Morri
Dołączyła: 24 Maj 2010 Posty: 17307 Skąd: Poznań
Wysłany: Wto 14 Lip, 2015 01:36 Skadi
Skadi przeszła już długą drogę od zupełnie dzikiego kota do wielkiej miłośniczki mizianek Koteczka została odłowiona na sterylizację i nie miała gdzie wrócić. Podjęliśmy więc próbę oswojenia jej - od początku cechowała ją ogromna łagodność. Mimo początkowego strachu, nigdy nie ugryzła, nie podrapała, nie zawarczała
Dziewczyna wymaga jeszcze trochę pracy, ale już teraz jest wielką amatorką drapania pod bródką, po głowie i głaskania wszędzie, gdzie popadnie Już sama przychodzi na mizianki, oglądając się za głaszczącą ręką i wciska łepek w dłoń człowieka. Wszystko wskazuje na to, że Skadi nie miała wcześniej doświadczeń z ludźmi - wyciągnięta ręka kojarzy jej się tylko z pieszczotami
W domu tymczasowym mieszka z kotami, ale wyraźnie obawia się dorosłych i jest do nich nastawiona niechętnie. Maluchy za to ośmielają ją do zabawy
Ostatnio zmieniony przez saszka Wto 04 Sty, 2022 06:56, w całości zmieniany 8 razy
Cynamon
Dołączyła: 16 Maj 2013 Posty: 3401 Skąd: Poznań
Wysłany: Wto 14 Lip, 2015 03:29
Cudowna jest i jakie ma śliczne zielone oczyska
A tak na marginesie, to jakiś wysp burasków w tym roku
Sama mam w końcu trzy takie cudowności na stanie
O rany, to ją widziałam podczas naszej pierwszej rozmowy?
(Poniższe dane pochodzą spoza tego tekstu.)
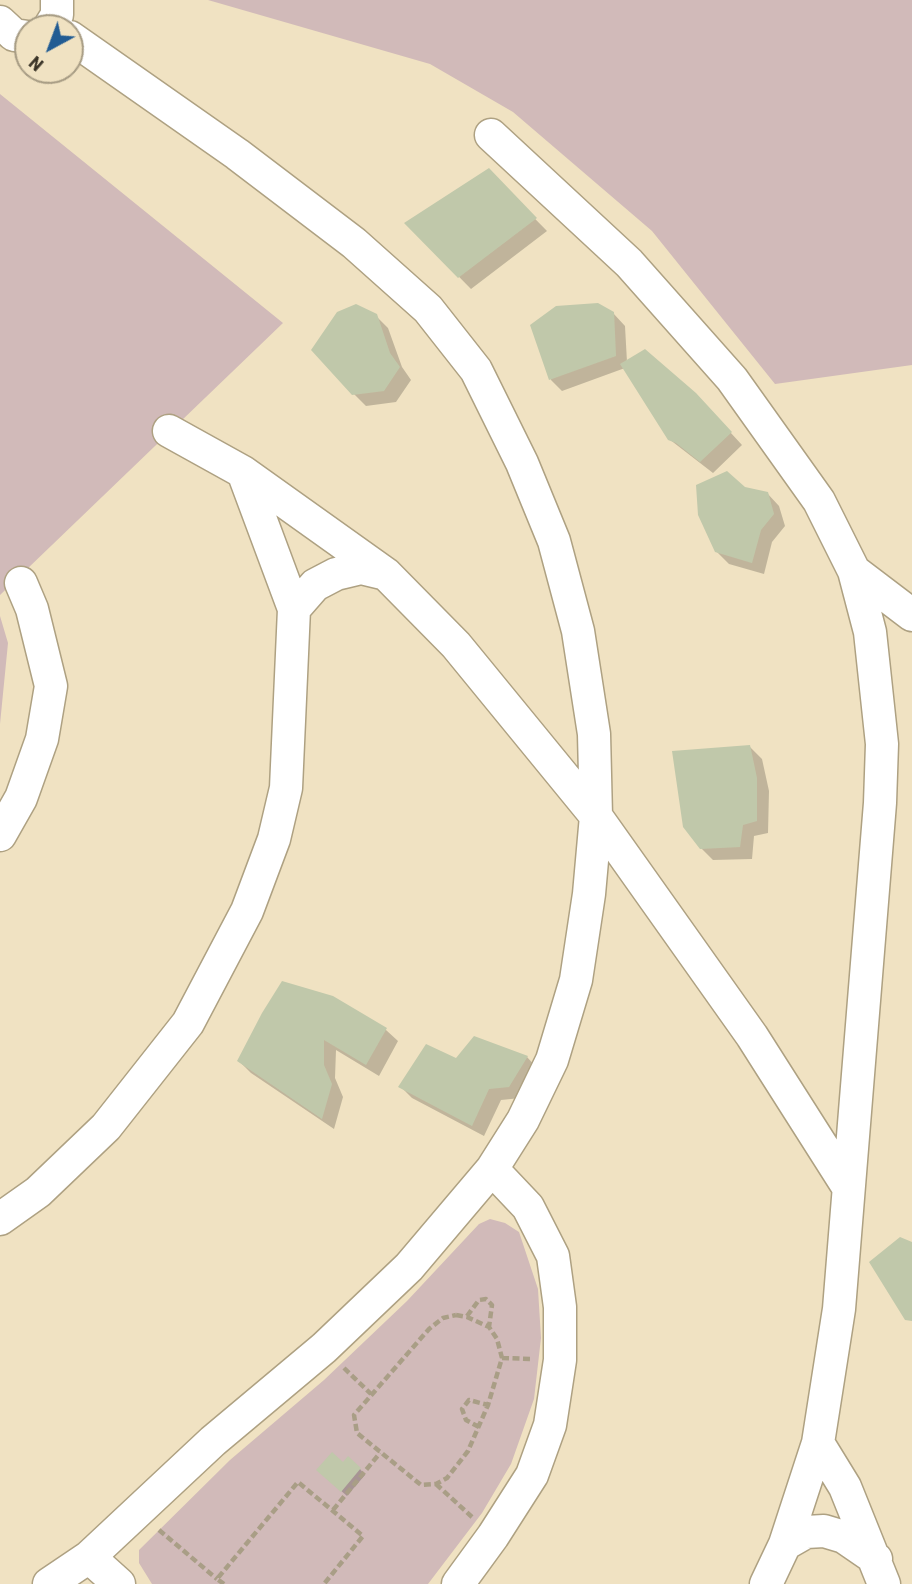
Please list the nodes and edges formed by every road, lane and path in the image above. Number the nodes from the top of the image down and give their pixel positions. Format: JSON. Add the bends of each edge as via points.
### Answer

To naprawdę ona?
_________________ A kim to jesteś, rzekł dumny lord, że muszę ci się kłaniać?
Jedynie kotem innej maści, takiego jestem zdania!
W płaszczu czerwonym albo złotym, lew zawsze ma pazury
Lecz moje równie ostre są i sięgną twojej skóry.
Morri
Dołączyła: 24 Maj 2010 Posty: 17307 Skąd: Poznań
Wysłany: Sro 15 Lip, 2015 22:47
jaggal napisał/a:
O rany, to ją widziałam podczas naszej pierwszej rozmowy? To naprawdę ona?
Cudowna kicia Pamiętam jak siedziała schowana w norce. Niesamowite postępy
_________________ Mruczenie jest bardzo ważne. Mruczenie wygrywa za każdym razem. (T. Pratchett)
Morri
Dołączyła: 24 Maj 2010 Posty: 17307 Skąd: Poznań
Wysłany: Wto 21 Lip, 2015 23:39
Co zostało zobaczone, już się nie odzobaczy
Mamy codzienny rytuał mizianka, na które Skadi biegnie ochoczo i korzysta całą sobą Jest kotem turlającym się pod ręką i dbającym, żeby każdy centymetr kota otrzymał wystarczająco dużo czułości Oczywiście na razie stojący człowiek wzbudza mieszane uczucia, ale wiem, że to tylko kwestia czasu Dla cierpliwego opiekuna, który pozwoli jej sobie zaufać, Skadi będzie oddanym pieszczochem Aż coś mnie chwyta za gardło, gdy widzę, jak bardzo odpręża się pod dotykiem ręki i nadstawia główkę do głaskania
_________________ "(...)Nie jesteś jednak tak bezwolny, A choćbyś był jak kamień polny, Lawina bieg od tego zmienia, Po jakich toczy się kamieniach."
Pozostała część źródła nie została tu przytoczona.